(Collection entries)
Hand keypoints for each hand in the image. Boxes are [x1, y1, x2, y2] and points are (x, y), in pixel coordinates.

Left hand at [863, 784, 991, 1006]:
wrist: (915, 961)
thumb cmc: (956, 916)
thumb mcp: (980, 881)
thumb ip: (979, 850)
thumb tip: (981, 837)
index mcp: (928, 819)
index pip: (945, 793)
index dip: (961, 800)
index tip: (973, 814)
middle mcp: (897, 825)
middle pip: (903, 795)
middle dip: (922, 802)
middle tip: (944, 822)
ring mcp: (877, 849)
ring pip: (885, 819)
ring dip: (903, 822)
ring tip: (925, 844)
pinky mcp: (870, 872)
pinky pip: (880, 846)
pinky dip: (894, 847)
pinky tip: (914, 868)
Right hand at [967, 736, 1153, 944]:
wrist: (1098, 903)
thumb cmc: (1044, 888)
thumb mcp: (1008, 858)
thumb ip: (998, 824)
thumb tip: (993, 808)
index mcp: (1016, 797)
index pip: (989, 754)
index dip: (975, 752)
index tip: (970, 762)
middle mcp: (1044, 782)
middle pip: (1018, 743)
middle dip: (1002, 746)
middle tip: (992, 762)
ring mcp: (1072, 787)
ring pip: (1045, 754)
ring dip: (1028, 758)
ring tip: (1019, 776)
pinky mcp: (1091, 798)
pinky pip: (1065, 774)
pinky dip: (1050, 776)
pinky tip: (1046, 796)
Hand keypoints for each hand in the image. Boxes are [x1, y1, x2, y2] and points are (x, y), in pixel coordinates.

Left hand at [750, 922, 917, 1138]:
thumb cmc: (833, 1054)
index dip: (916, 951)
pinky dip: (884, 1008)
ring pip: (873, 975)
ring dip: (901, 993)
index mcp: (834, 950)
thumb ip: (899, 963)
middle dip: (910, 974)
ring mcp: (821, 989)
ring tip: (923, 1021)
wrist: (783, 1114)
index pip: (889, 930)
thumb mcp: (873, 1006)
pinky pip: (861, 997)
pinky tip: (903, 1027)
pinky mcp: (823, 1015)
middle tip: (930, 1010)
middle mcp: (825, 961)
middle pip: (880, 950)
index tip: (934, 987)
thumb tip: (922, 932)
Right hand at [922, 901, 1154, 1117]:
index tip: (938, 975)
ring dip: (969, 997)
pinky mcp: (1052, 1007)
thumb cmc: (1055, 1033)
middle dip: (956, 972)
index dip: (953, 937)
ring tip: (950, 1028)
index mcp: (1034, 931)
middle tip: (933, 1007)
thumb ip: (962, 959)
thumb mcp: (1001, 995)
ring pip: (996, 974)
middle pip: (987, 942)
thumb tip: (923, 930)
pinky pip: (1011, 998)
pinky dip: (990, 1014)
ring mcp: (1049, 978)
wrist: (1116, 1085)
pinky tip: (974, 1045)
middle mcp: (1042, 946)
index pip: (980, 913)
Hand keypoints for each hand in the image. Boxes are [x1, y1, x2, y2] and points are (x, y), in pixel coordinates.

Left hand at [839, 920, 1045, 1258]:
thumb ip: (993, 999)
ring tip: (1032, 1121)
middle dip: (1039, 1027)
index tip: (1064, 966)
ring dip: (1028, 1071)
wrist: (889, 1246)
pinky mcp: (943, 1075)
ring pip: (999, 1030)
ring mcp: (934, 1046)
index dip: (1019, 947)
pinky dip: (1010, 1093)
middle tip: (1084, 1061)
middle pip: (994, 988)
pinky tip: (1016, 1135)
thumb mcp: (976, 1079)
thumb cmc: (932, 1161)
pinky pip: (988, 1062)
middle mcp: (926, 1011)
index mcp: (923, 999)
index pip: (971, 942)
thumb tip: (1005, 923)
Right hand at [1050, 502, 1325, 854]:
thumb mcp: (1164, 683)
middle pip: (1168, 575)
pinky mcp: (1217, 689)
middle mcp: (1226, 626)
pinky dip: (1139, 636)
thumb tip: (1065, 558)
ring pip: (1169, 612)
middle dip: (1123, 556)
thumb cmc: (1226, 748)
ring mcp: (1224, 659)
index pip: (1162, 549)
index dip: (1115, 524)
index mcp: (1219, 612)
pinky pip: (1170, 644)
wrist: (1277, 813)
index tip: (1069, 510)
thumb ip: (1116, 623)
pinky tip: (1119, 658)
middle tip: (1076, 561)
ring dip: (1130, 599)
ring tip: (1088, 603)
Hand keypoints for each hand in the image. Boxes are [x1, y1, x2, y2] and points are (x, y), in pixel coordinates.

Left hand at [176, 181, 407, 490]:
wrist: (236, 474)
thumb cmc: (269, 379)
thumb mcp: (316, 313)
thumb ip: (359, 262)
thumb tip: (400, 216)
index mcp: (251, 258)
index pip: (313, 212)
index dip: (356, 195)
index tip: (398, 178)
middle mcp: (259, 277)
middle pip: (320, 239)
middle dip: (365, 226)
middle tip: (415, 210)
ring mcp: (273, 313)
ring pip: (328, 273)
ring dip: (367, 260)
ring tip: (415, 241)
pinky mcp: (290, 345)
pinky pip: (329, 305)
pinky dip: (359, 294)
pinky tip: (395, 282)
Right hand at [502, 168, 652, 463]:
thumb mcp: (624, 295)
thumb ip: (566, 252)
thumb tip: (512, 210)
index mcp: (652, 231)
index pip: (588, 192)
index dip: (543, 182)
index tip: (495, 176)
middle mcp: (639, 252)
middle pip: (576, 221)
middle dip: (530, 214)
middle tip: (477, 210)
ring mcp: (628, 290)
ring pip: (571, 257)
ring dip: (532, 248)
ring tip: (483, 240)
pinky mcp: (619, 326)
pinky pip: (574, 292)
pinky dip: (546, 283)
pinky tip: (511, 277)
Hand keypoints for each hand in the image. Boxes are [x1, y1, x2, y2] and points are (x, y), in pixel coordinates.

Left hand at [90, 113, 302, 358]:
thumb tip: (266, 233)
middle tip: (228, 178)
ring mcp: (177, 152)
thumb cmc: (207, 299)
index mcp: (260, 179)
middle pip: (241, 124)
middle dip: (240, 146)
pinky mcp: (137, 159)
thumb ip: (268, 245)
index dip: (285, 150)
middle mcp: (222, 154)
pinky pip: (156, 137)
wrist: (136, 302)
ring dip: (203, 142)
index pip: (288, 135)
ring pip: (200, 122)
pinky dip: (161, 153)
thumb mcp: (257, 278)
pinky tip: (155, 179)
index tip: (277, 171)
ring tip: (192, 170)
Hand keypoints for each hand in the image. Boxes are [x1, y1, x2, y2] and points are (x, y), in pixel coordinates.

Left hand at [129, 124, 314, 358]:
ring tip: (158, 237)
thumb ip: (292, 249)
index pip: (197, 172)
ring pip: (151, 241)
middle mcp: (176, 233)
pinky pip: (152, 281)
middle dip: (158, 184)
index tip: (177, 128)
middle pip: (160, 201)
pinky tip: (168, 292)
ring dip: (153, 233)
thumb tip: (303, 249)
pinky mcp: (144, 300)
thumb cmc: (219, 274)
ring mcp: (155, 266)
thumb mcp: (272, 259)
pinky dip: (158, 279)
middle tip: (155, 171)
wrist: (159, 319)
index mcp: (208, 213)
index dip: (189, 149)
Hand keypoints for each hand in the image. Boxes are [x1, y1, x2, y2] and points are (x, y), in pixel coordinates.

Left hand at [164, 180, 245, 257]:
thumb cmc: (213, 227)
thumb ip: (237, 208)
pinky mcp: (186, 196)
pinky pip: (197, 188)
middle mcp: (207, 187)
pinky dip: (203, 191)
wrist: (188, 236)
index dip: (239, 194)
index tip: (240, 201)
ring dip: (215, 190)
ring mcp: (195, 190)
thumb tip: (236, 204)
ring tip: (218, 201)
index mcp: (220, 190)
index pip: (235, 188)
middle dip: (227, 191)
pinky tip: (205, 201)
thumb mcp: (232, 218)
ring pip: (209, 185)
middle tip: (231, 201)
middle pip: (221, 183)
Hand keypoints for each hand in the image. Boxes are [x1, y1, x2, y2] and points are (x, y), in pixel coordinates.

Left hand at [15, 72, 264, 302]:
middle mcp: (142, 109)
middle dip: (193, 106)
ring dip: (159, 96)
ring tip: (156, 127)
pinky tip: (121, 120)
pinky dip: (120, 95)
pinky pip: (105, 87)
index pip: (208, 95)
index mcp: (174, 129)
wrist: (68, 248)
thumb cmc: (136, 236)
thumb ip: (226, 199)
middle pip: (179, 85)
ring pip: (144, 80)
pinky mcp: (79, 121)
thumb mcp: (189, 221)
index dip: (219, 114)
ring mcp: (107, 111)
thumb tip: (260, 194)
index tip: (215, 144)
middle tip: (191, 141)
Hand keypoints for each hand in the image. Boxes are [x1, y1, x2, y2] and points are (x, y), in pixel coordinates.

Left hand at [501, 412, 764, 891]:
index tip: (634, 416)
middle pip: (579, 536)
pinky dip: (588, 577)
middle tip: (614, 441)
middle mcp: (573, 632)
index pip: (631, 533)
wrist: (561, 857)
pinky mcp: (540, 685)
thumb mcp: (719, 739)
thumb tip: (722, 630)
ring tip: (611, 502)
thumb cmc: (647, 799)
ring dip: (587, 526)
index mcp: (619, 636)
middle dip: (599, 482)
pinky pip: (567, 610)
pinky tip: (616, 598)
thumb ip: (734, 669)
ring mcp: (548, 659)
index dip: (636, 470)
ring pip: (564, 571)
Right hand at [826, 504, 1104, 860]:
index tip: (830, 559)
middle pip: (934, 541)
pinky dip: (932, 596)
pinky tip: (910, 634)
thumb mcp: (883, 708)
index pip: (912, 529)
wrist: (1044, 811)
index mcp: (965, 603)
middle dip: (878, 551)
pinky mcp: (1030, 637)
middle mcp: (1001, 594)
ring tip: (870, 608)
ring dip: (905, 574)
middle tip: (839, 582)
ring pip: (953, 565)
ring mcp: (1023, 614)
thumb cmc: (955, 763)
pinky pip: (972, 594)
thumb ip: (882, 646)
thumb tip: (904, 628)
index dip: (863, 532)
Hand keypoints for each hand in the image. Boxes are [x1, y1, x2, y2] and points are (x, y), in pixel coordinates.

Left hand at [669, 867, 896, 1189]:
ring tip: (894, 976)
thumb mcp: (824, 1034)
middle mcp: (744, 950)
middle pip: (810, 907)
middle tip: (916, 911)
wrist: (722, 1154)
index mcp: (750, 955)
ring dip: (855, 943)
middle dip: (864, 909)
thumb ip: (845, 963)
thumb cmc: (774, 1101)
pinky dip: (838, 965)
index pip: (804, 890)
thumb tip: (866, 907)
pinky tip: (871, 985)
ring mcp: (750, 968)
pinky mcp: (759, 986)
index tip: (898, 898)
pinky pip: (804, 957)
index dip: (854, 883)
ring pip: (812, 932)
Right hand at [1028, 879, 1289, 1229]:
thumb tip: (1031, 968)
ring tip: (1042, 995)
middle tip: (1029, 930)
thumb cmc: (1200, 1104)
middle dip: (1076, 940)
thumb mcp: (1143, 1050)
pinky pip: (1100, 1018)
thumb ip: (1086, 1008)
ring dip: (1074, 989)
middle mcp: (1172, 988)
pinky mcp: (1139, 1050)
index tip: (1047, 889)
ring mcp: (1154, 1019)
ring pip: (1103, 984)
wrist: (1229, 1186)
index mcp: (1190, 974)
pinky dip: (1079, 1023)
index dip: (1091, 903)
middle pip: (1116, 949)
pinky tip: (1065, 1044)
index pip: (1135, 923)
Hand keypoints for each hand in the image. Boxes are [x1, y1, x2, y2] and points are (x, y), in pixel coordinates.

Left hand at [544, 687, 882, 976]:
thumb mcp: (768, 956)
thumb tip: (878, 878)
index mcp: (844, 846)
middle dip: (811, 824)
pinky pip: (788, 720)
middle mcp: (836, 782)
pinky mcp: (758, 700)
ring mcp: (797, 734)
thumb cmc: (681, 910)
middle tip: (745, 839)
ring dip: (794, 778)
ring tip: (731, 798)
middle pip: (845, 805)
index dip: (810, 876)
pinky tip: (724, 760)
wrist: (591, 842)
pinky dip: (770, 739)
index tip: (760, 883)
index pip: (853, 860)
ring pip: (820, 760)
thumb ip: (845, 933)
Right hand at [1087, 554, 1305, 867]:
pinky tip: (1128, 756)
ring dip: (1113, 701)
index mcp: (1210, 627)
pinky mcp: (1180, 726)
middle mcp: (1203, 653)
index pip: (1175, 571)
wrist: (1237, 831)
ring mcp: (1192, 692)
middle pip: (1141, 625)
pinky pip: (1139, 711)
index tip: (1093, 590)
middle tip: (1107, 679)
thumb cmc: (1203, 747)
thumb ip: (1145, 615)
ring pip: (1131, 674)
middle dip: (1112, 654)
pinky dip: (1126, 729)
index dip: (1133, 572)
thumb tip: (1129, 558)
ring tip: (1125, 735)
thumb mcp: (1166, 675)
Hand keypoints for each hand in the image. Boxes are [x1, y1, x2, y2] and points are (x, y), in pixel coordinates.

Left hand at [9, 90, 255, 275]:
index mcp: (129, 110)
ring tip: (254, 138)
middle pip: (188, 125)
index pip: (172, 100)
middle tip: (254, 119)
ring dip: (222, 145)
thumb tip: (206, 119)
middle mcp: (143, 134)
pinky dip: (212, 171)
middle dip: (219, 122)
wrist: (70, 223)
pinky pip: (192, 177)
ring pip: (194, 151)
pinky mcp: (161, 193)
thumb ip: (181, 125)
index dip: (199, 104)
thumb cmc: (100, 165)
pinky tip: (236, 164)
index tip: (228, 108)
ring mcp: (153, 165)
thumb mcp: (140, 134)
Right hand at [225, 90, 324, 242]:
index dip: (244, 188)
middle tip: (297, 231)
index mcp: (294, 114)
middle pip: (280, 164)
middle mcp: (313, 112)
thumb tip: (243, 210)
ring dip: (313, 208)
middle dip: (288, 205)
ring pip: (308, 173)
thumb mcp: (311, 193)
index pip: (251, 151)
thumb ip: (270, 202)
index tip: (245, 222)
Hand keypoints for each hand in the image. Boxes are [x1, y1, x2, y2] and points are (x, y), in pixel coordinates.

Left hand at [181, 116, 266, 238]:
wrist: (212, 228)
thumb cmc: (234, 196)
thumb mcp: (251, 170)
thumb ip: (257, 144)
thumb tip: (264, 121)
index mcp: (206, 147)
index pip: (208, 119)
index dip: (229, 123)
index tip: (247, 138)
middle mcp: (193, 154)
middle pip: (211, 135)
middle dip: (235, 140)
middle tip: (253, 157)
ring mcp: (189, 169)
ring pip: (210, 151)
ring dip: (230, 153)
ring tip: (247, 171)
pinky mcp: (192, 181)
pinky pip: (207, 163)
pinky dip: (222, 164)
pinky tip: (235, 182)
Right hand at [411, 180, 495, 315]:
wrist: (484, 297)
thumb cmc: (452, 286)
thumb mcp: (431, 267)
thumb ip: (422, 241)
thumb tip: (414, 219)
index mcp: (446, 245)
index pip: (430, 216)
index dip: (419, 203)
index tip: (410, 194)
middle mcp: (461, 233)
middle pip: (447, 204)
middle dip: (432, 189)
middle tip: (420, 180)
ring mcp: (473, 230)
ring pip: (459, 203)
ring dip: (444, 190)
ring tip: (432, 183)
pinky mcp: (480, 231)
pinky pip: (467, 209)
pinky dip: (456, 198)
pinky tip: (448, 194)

*ASSIGNED TASK:* Check each line of the records above for the string "Right", and report every line that has it.

*RESPONSE AREA:*
Right hand at [967, 736, 1153, 944]:
Right hand at [922, 901, 1154, 1117]:
Right hand at [1050, 502, 1325, 854]:
Right hand at [502, 168, 652, 463]:
Right hand at [826, 504, 1104, 860]:
Right hand at [1028, 879, 1289, 1229]:
Right hand at [1087, 554, 1305, 867]:
Right hand at [225, 90, 324, 242]:
Right hand at [411, 180, 495, 315]:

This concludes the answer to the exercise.